Makan Malam Terlambat Mampu Meningkatkan Risiko Diabetes Tipe-2, Mengganggu Kadar Gula Darah
RIAU24.COM - Salah satu cara agar kita semua terhindar dari risiko terkena diabetes adalah dengan mengontrol kontrol gula darah kita. Dan ini dipengaruhi oleh berbagai faktor seperti apa yang Anda makan dan tingkat konsumsi gula harian.
Namun, sekarang, sebuah penelitian telah mengungkapkan bahwa waktu makan dapat sangat mempengaruhi kontrol gula darah juga.

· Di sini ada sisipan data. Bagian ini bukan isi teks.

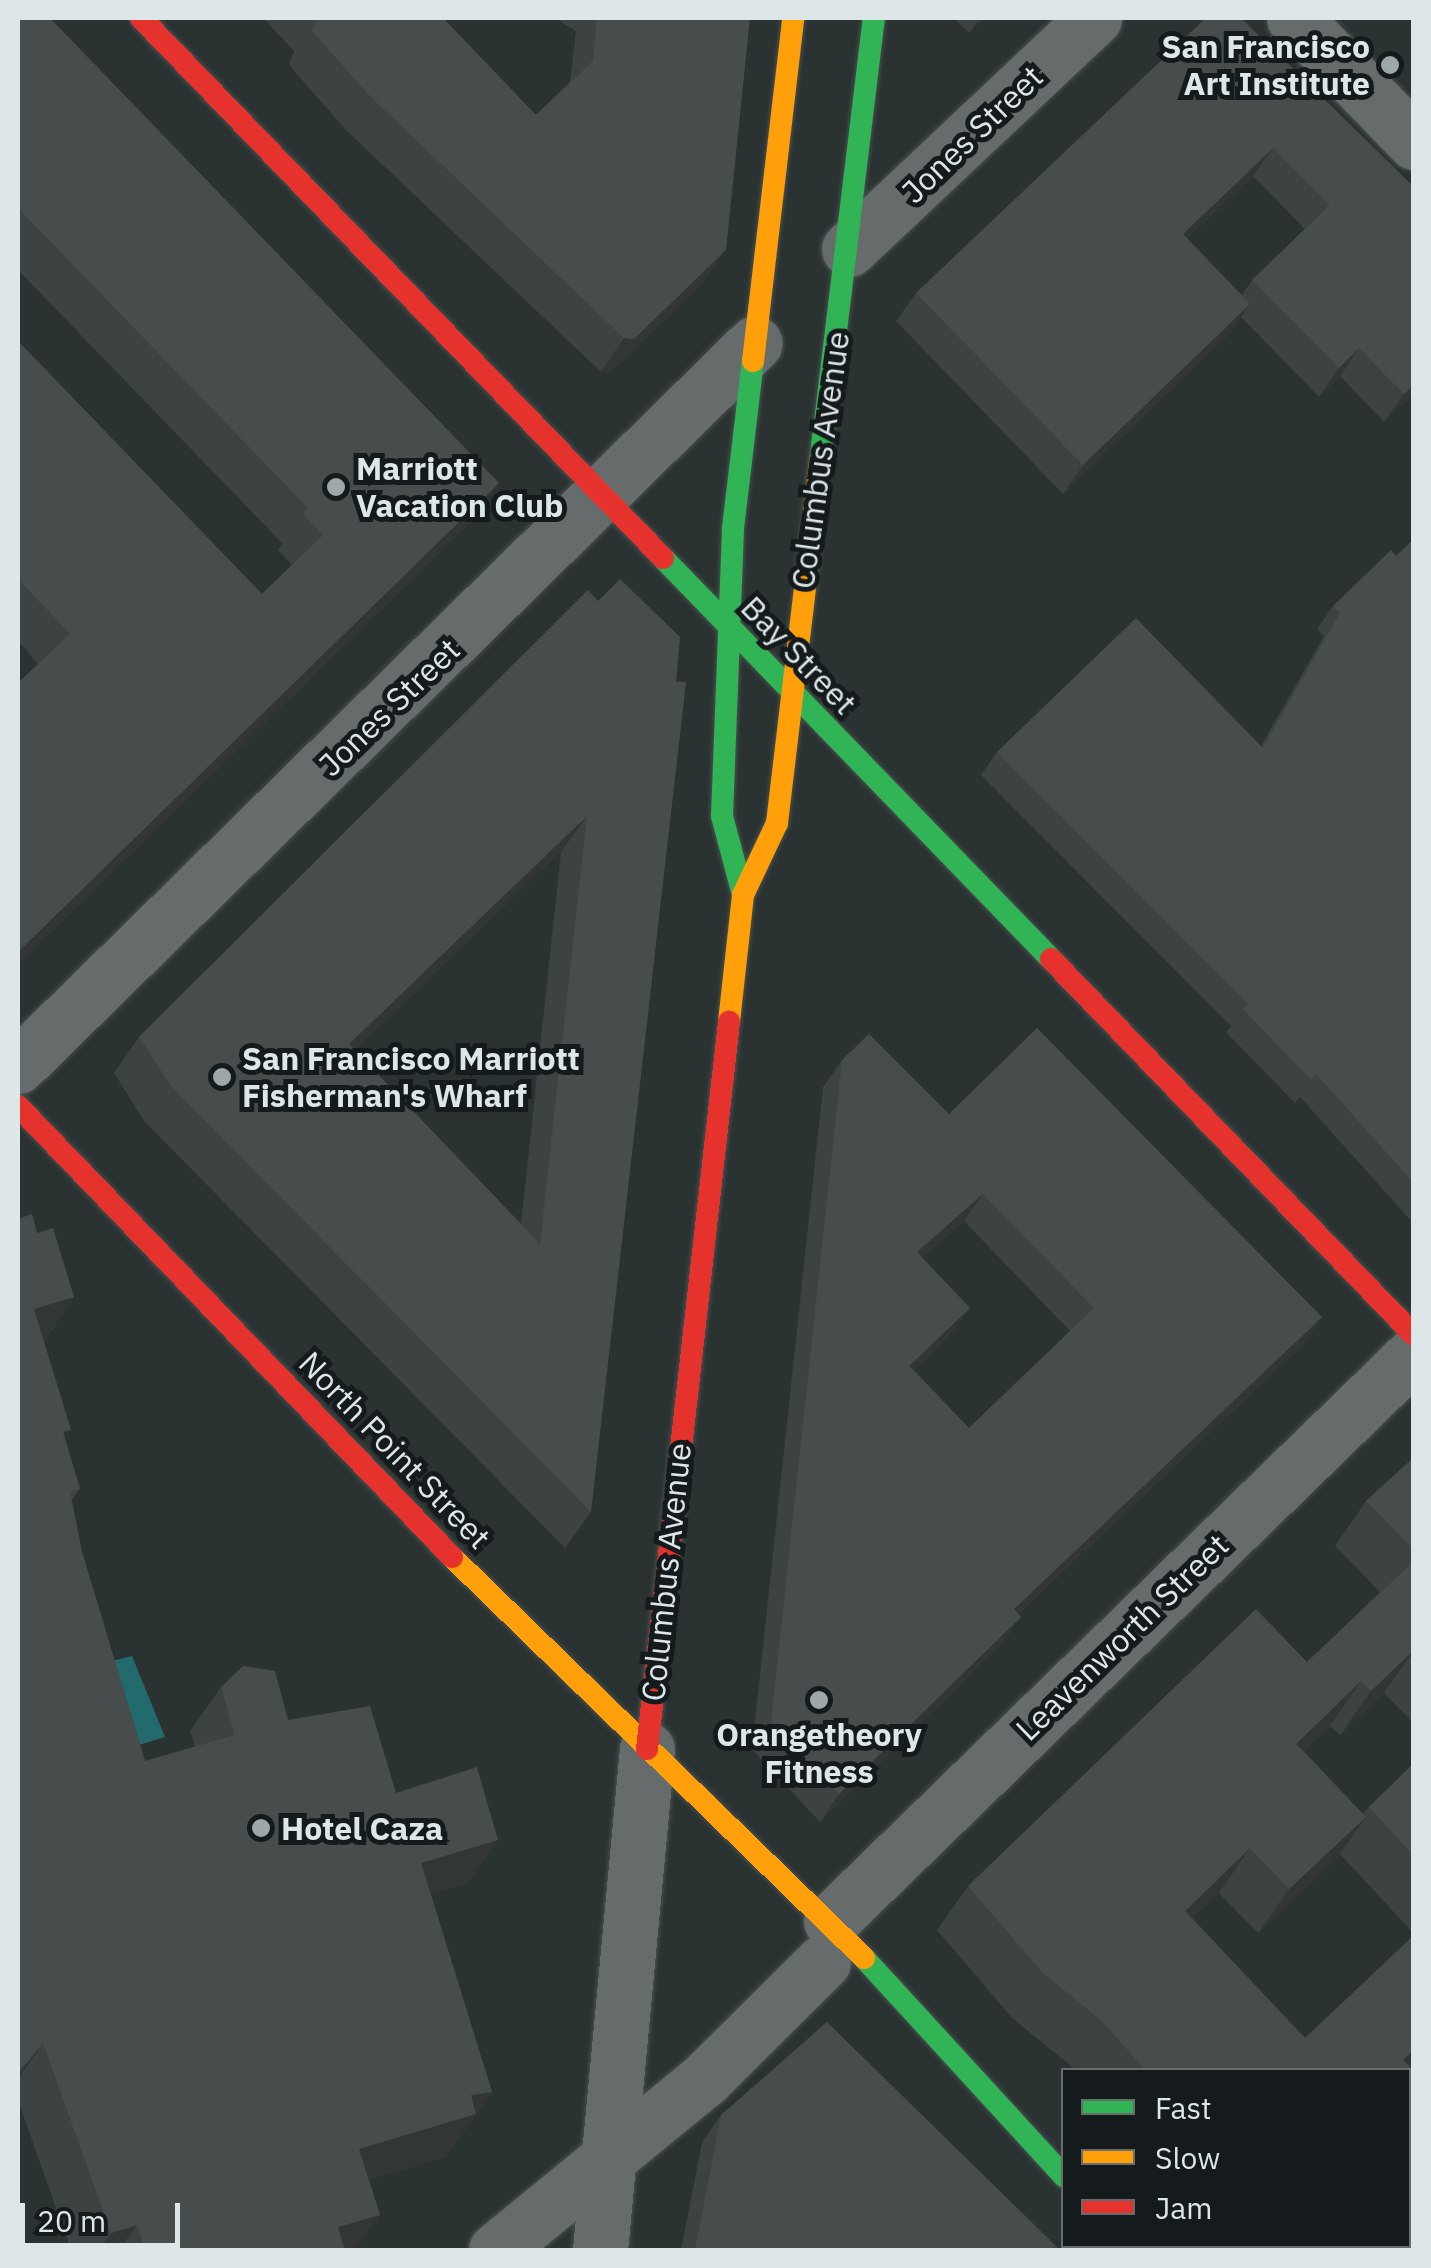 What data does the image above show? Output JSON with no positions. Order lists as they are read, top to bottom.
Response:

Studi tersebut mengamati 845 orang dewasa dari Spanyol di mana masing-masing peserta berpuasa selama delapan jam dan kemudian untuk dua malam berikutnya makan lebih awal dan makan lebih akhir berdasarkan waktu tidur khas mereka.
Para peneliti juga melihat kode genetik masing-masing peserta dalam gen melatonin receptor-1b (melatonin adalah hormon yang terutama dilepaskan pada malam hari yang membantu mengontrol siklus tidur-bangun) karena penelitian sebelumnya telah menyusun varian dalam gen melatonin-1b dengan peningkatan kadar diabetes tipe 2.
Para peneliti, pada orang yang makan terlambat secara alami, mensimulasikan waktu makan malam lebih awal dan lebih lambat dengan memberikan minuman glukosa dan membandingkan efeknya pada kontrol gula darah selama dua jam. Mereka juga melihat perbedaan antara individu yang merupakan pembawa atau bukan pembawa varian genetik dalam reseptor melatonin.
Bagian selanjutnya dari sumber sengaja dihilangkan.